|Ph.D Student||Li Jian|
|Subject||Instabilities and Elastic Waves in Microstructured Soft|
|Department||Department of Aerospace Engineering||Supervisors||Professor Itzchak Frankel|
|Dr. Stephan Rudykh|
This thesis presents a study of elastic instabilities and small-amplitude elastic waves in microstructured soft composites undergoing large deformations. Macroscopic and microscopic instabilities in soft composites with periodic microstructures are detected through numerical Bloch-Floquet analysis, and experiments on 3D-printed samples. In this thesis, I investigated the instabilities in periodic microstructured soft systems including
(i) Layered composites: I examined the role of phase compressibility on the onset of instability in compressible layered composites. I found that compressible layered composites require larger strains to trigger mechanical instabilities.

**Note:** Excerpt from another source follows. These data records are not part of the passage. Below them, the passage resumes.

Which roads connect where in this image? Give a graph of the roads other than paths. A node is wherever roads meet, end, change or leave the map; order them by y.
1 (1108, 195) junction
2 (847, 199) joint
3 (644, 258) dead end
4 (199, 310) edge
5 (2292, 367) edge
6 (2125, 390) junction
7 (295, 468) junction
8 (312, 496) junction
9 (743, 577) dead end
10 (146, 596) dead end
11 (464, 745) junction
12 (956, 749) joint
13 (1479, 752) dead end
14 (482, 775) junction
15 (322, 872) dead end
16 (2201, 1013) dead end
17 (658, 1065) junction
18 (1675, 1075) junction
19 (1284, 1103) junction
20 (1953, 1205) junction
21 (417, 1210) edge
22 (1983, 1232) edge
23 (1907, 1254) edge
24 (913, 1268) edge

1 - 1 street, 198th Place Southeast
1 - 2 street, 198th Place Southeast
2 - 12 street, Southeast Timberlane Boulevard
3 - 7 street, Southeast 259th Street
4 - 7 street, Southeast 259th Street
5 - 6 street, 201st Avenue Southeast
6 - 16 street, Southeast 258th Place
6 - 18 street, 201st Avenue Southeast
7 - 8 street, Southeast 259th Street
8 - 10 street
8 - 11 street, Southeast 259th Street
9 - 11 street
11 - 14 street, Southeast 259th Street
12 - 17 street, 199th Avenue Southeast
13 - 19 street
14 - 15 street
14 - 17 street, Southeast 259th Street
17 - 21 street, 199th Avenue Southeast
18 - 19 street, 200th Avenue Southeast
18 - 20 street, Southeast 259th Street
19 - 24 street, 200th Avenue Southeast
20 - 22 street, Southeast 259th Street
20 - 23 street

(ii) 3D fiber composite: I studied the elastic instabilities in 3D fiber composites with various fiber distributions. In periodically distributed fiber composites with the square in-plane periodicity, I experimentally observed that an increase in fiber volume fraction can result in a transition of the instability-induced patterns from small wavelength wavy pattern to the long-wave mode. I found that the composites with rectangular fiber periodicity exhibit cooperative buckling mode developing in the direction, where the fibers are closer to each other. Moreover, I derived a closed-form expression to predict the dependence of buckled wavelength on shear modulus contrast for single fiber composite.
(iii) Particulate composite: I investigated instability-induced domain formations and pattern transitions in particulate composites with stiff inclusions periodically embedded in a soft elastomeric matrix. I experimentally observed that the formation of microstructures with antisymmetric domains, and their geometrically tailored evolution into cooperative patterns of inclusions rearranged in wavy chains. I found that the domain patterns are realized in the composites for which macroscopic instabilities are predicted. I showed that these switchable patterns can be tailored by tuning composite microstructures.

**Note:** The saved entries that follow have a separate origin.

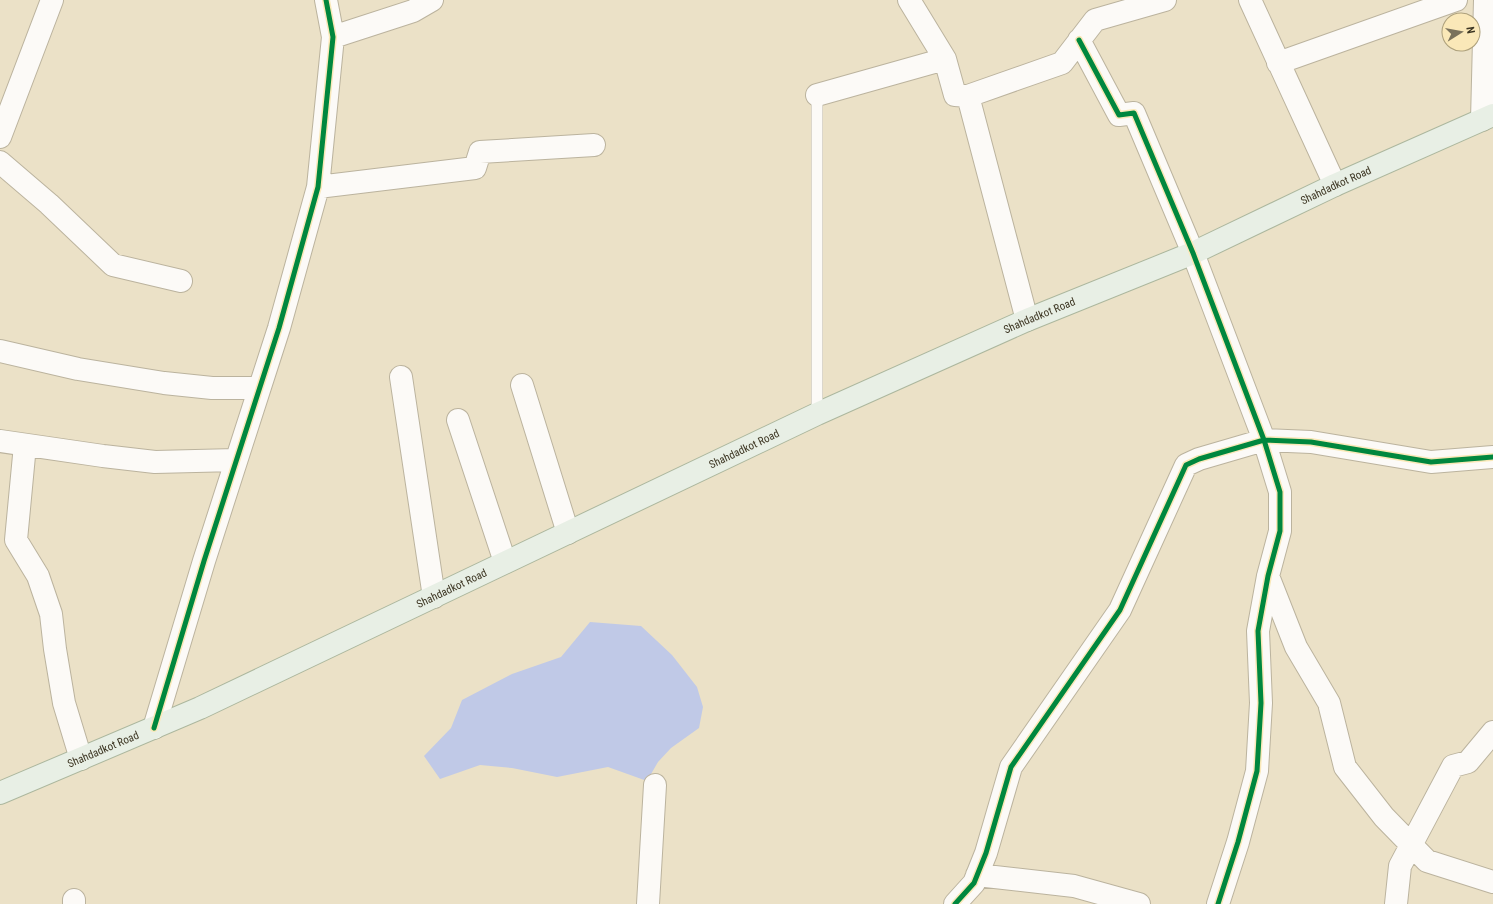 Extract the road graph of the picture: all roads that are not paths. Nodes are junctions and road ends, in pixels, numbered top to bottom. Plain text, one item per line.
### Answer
1 (52, 0) edge
2 (326, 0) edge
3 (432, 0) edge
4 (909, 0) edge
5 (1165, 0) edge
6 (1250, 0) edge
7 (1456, 0) edge
8 (1486, 0) edge
9 (333, 37) junction
10 (1079, 40) junction
11 (945, 59) junction
12 (1278, 63) junction
13 (817, 95) joint
14 (968, 96) junction
15 (1488, 117) edge
16 (0, 137) edge
17 (594, 145) dead end
18 (0, 162) edge
19 (1335, 185) junction
20 (318, 187) junction
21 (1193, 253) junction
22 (181, 281) dead end
23 (1027, 320) junction
24 (0, 351) edge
25 (401, 377) dead end
26 (522, 385) dead end
27 (259, 388) junction
28 (817, 414) junction
29 (458, 420) dead end
30 (0, 440) edge
31 (1264, 440) junction
32 (25, 445) junction
33 (1493, 457) edge
34 (236, 460) junction
35 (568, 533) junction
36 (505, 562) junction
37 (1268, 576) junction
38 (434, 597) junction
39 (154, 728) junction
40 (1493, 732) edge
41 (81, 759) junction
42 (655, 785) dead end
43 (0, 793) edge
44 (1410, 844) junction
45 (977, 875) junction
46 (1493, 882) edge
47 (648, 904) edge
48 (955, 904) edge
49 (1139, 904) edge
50 (1218, 904) edge
51 (1396, 904) edge

1 - 16 street
2 - 9 street
3 - 9 street
4 - 11 street
5 - 10 street
6 - 12 street
7 - 12 street
8 - 15 street
9 - 20 street
10 - 14 street
10 - 21 street
11 - 13 street
11 - 14 street
12 - 19 street
13 - 28 lane
14 - 23 street
15 - 19 main road, Shahdadkot Road
17 - 20 street
18 - 22 street
19 - 21 main road, Shahdadkot Road
20 - 27 street
21 - 23 main road, Shahdadkot Road
21 - 31 street
23 - 28 main road, Shahdadkot Road
24 - 27 street
25 - 38 street
26 - 35 street
27 - 34 street
28 - 35 main road, Shahdadkot Road
29 - 36 street
30 - 32 street
31 - 33 street
31 - 37 street
31 - 45 street
32 - 34 street
32 - 41 street
34 - 39 street
35 - 36 main road, Shahdadkot Road
36 - 38 main road, Shahdadkot Road
37 - 44 street
37 - 50 street
38 - 39 main road, Shahdadkot Road
39 - 41 main road, Shahdadkot Road
40 - 44 street
41 - 43 main road, Shahdadkot Road
42 - 47 street
44 - 46 street
44 - 51 street
45 - 48 street
45 - 49 street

(iv) Auxetic multiphase composite: I considered the instability phenomena in multiphase composites consisting of circular voids and stiff inclusions periodically distributed in a soft elastomer. I experimentally realized instability-induced pattern transformations in 3D-printed composites. I observed that composite microstructures rearrange into new morphologies, resulting in the closure of voids and giving rise to auxetic behaviors. I showed that distinct new patterns and auxetic behaviors can be tailored through altering the distribution of inclusions and loading direction.
Furthermore, I illustrated an application of employing instability-induced pattern transformations to manipulate small-amplitude elastic wave propagation. I showed that the buckled patterns in multiphase composites open new band gaps in remarkable low-frequency ranges. I found that the instability-induced wavy patterns give rise to the tunability of the widths and locations of shear wave band gaps in neo-Hookean laminates. Finally, I examined the oblique shear wave propagation in the finitely deformed layered composites. I observed the closure of band gaps in layered composites when the propagation direction deviates - even slightly - from the normal (i.e., perpendicular to the layer) direction.